TASK INSTRUCTIONS:
Whenever the word "highway" turns up in a line below, that line should be copied.

** Opening MATERIAL FOR THIS TASK block **

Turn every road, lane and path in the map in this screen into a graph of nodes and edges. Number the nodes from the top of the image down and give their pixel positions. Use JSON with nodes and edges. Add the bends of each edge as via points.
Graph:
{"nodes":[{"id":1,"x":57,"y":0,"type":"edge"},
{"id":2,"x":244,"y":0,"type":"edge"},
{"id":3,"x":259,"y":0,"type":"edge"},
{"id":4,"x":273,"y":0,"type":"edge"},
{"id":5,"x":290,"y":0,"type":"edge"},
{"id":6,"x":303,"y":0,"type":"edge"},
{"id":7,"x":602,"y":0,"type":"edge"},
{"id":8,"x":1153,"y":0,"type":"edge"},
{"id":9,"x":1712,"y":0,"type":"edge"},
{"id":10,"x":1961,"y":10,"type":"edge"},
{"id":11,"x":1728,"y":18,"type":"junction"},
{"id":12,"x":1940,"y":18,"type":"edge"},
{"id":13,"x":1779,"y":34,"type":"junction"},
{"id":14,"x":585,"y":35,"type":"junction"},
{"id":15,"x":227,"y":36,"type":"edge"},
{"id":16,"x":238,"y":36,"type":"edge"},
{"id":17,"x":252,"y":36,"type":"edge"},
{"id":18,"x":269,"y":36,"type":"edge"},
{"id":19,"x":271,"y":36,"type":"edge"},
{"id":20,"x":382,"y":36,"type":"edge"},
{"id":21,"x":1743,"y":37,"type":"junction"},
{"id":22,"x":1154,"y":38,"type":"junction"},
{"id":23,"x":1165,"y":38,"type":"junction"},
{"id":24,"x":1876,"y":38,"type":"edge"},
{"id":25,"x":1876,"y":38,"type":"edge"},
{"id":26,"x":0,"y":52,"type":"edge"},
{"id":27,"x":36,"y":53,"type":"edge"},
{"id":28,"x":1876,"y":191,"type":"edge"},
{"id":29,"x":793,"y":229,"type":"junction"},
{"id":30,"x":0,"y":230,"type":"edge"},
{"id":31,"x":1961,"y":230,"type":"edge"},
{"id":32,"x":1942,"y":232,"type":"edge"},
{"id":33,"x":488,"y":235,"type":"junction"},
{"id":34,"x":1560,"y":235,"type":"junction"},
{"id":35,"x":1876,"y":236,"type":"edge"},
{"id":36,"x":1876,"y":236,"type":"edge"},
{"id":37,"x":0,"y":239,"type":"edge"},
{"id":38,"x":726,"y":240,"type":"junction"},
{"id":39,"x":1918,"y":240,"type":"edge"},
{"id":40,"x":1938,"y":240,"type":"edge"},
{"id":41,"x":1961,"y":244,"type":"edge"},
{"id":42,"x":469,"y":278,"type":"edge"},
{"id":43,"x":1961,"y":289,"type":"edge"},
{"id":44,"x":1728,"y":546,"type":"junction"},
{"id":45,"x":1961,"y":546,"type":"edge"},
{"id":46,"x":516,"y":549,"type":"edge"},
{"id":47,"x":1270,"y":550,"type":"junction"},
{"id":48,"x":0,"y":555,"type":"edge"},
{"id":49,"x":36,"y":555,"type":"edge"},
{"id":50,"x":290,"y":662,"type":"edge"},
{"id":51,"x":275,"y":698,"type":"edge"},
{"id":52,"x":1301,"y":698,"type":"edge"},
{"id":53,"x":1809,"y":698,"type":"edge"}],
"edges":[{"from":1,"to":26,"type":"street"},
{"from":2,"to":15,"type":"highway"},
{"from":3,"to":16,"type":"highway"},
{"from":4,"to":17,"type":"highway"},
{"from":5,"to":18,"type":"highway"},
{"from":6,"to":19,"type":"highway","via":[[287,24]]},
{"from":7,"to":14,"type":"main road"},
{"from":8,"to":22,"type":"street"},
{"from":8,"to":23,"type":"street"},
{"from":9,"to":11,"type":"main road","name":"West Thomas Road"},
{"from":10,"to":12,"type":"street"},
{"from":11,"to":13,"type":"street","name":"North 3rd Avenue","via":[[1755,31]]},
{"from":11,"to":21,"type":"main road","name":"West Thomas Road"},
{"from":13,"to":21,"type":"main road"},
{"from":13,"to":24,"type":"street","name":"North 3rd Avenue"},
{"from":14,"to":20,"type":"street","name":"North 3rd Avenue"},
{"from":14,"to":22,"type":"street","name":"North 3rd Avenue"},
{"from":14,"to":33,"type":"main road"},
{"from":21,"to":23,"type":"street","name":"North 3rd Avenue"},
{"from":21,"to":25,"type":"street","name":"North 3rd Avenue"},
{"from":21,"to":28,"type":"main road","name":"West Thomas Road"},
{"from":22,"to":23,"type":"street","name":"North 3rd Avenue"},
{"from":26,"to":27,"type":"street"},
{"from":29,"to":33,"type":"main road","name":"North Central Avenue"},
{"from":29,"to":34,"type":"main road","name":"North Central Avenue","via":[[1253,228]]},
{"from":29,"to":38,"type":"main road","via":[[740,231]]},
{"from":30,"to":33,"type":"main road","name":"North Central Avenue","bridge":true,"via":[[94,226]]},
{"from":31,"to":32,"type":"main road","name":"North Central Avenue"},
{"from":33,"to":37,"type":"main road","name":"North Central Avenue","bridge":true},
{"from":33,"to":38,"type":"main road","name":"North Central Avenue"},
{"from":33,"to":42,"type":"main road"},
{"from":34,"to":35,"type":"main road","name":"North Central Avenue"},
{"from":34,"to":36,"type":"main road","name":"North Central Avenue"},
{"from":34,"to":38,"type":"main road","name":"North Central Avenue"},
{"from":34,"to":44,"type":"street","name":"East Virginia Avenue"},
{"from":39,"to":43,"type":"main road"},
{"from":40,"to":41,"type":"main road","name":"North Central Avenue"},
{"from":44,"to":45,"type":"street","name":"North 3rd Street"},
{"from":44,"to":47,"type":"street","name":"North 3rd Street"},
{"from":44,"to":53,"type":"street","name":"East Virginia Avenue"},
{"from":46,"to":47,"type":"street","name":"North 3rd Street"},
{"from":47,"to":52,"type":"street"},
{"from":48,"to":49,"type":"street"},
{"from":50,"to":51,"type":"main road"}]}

** Closing MATERIAL FOR THIS TASK block **

ANSWER FOR THIS EXERCISE:
{"from":2,"to":15,"type":"highway"},
{"from":3,"to":16,"type":"highway"},
{"from":4,"to":17,"type":"highway"},
{"from":5,"to":18,"type":"highway"},
{"from":6,"to":19,"type":"highway","via":[[287,24]]},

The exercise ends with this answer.